Caylee's mother, 22-year-old /*Casey Anthony*/, was indicted in October on first-degree murder and other charges, even though no body was found. She has insisted that she left the girl with a baby sitter in June, but she didn't report her missing until July.
It took authorities several days to analyze the remains, and some tests are still being completed. Some of the bones were as small as a pebble and had been scattered, and the fragments were hard to find by excavators who searched on their hands and knees, authorities said. The bone fragments did not reveal any trauma before death, Garavaglia said, but exactly what happened to the girl remains a mystery.
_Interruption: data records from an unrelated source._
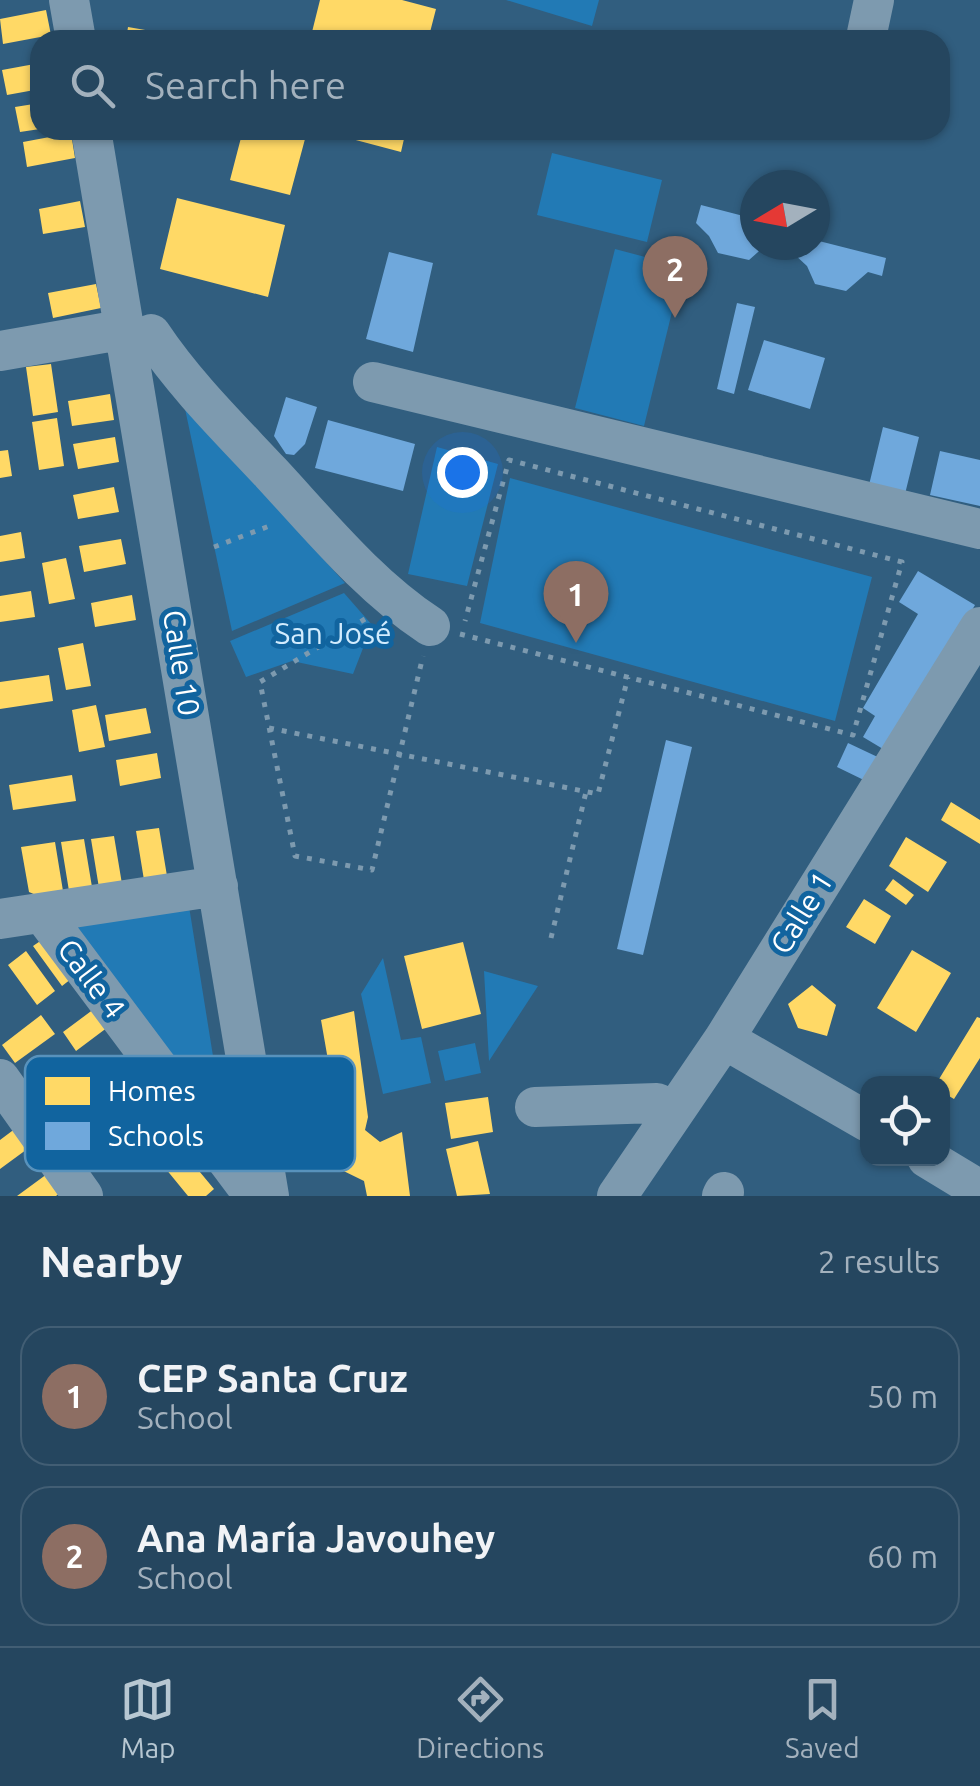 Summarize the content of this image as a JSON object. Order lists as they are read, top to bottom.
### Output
{
  "streets": {
    "street": ["Calle 10", "Calle 1", "Calle 4"]
  },
  "parks": ["San José"],
  "legend": ["Homes", "Schools"],
  "north": "left",
  "page": {
    "search": "Search here",
    "pins": ["2", "1"],
    "heading": ["Nearby", "2 results"],
    "list": [
      {
        "mark": "1",
        "name": "CEP Santa Cruz",
        "note": "School",
        "value": "50 m"
      },
      {
        "mark": "2",
        "name": "Ana María Javouhey",
        "note": "School",
        "value": "60 m"
      }
    ],
    "nav": ["Map", "Directions", "Saved"]
  }
}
"Bottom line is, folks, no child should have to go through this," said Orange County Sheriff Kevin Beary.
A search team said they did not check the wooded area sooner because it was submerged in water. Beary said his department was investigating reports that the utility worker who called in the tip leading to the discovery of the remains had tried several times in August to call in his suspicion about a bag in the area.
"If we missed a window of opportunity we don't know," he said. "I'm not throwing anybody under the bus because we don't know. That's why we conduct an administrative review."
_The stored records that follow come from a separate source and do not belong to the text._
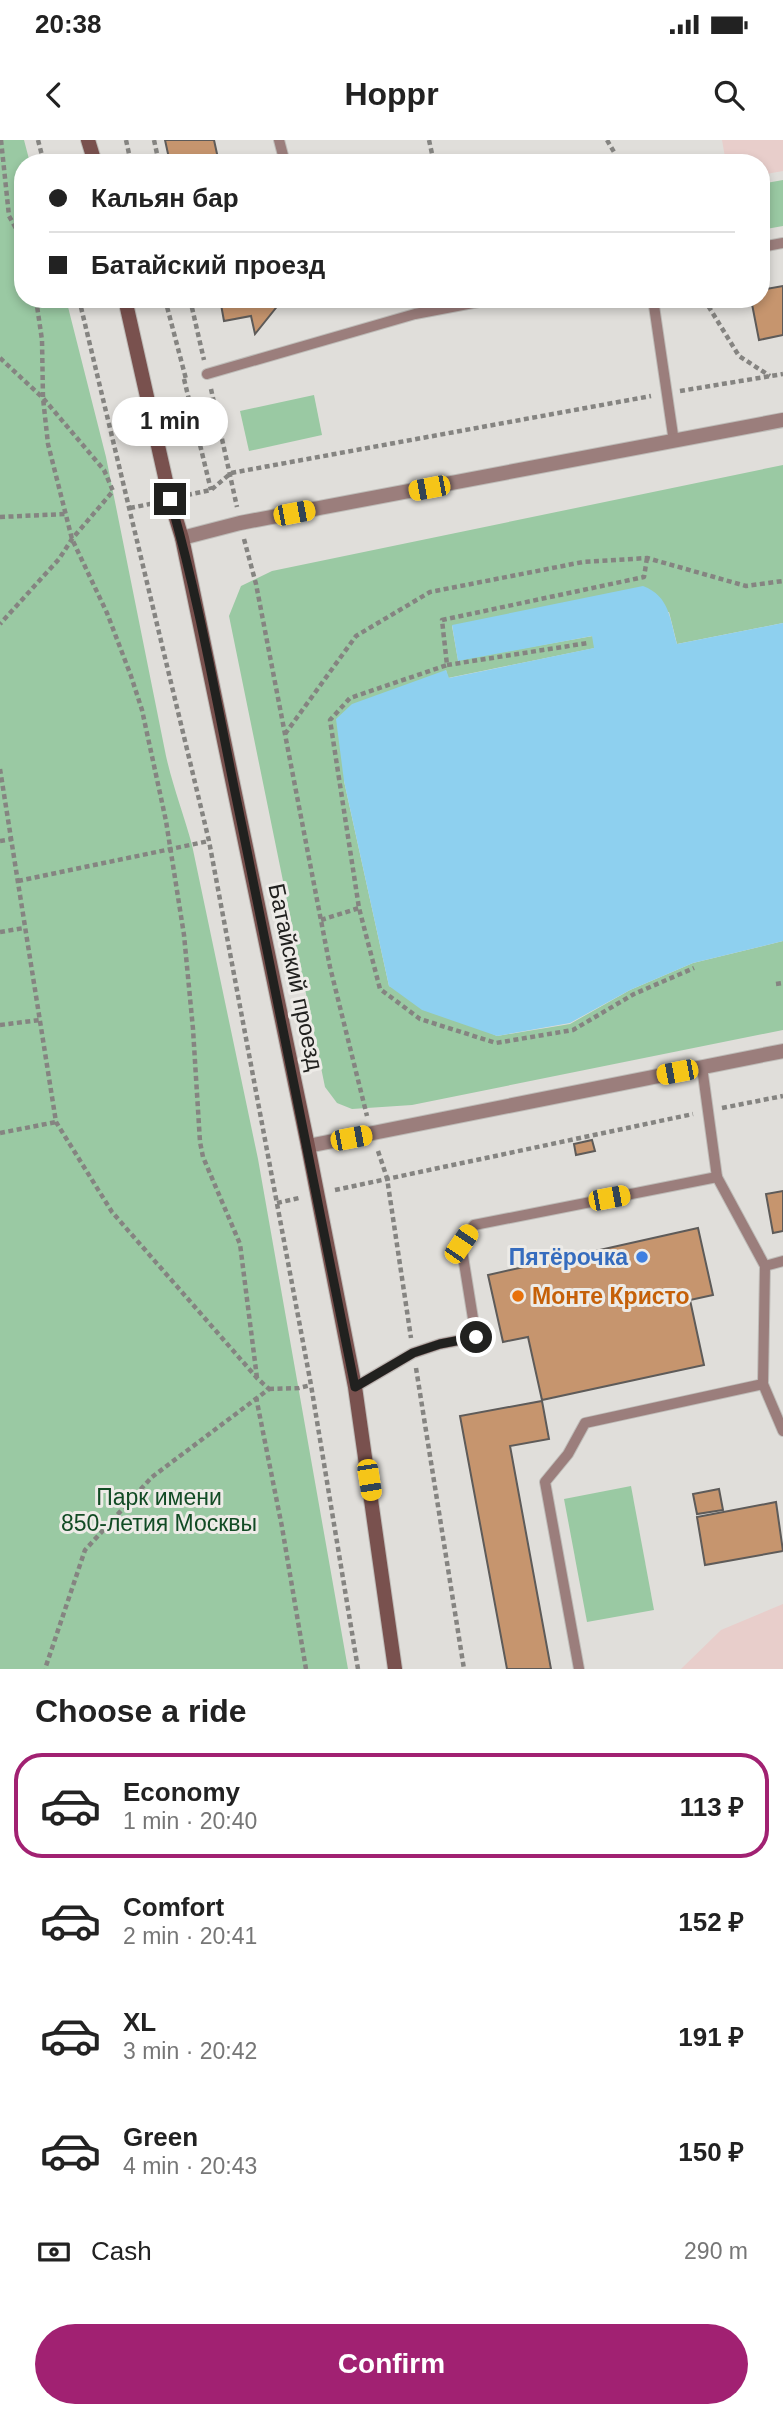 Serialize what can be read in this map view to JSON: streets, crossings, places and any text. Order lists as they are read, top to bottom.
{
  "streets": {
    "main road": ["Батайский проезд"]
  },
  "parks": ["Парк имени 850-летия Москвы"],
  "places": ["Пятёрочка", "Монте Кристо"],
  "page": {
    "status": "20:38",
    "header": "Hoppr",
    "banner": ["Кальян бар", "Батайский проезд"],
    "bubble": "1 min",
    "heading": "Choose a ride",
    "list": [
      {
        "name": "Economy",
        "note": "1 min · 20:40",
        "value": "113 ₽"
      },
      {
        "name": "Comfort",
        "note": "2 min · 20:41",
        "value": "152 ₽"
      },
      {
        "name": "XL",
        "note": "3 min · 20:42",
        "value": "191 ₽"
      },
      {
        "name": "Green",
        "note": "4 min · 20:43",
        "value": "150 ₽"
      }
    ],
    "pay": ["Cash", "290 m"],
    "buttons": "Confirm"
  }
}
Casey Anthony's attorney, Jose Baez, was with her at the Orange County Jail shortly after she found out the news from a jail chaplain, said Todd Black, a spokesman for the attorney. She was notified about 15 minutes before the news conference about the positive identification. Black said he wouldn't comment on her reaction.
A message left for the attorney representing George and Cindy Anthony, Casey's parents, was not immediately returned.
The Orange County utility worker, Roy Kronk, identified himself at a brief afternoon news conference. He said that he had contacted the Orange County Sheriff's office in August to report that he had seen "something suspicious, a bag, in the same area."
Reading from a statement, he said he was cooperating with the sheriff's office and FBI and would not discuss details with the media.
David Evans, his lawyer, said Kronk is not involved in the girl's disappearance.
"His participation in this matter is strictly as a concerned citizen with a sharp eye, good instincts," Evans said. "Those who have speculated to the contrary could not be more wrong."
Evans asked that the media give his client and other utility workers their privacy.
The case captivated the community where the little girl's family lived, and Caylee has been a staple on national news as her grandparents pleaded for tips, promising that the girl was still alive.
Caylee's grandmother first called authorities in July to say she hadn't seen the girl for a month and her daughter's car smelled like death.
Police immediately interviewed Anthony and soon said everything she told them about her daughter's whereabouts was false. The baby sitter was nonexistent and the apartment where Anthony said she had last seen Caylee had been empty for months. Anthony also lied about where she worked, they said.
Other troubling details emerged: Photos surfaced of Anthony partying after her daughter went missing. Friends said she was a habitual liar, but also a good mother.
Last month, the Orange County State Attorney turned over almost 800 pages of documents showing someone used the Anthonys' home computer to do Internet searches for terms like "neck breaking" and "household weapons."
In mid-March, someone searched Google and Wikipedia for peroxide, shovels, acetone, alcohol and chloroform. Traces of chloroform, which is used to induce unconsciousness and a component of human decomposition, were found in the trunk of Casey Anthony's car during forensic testing, the documents say.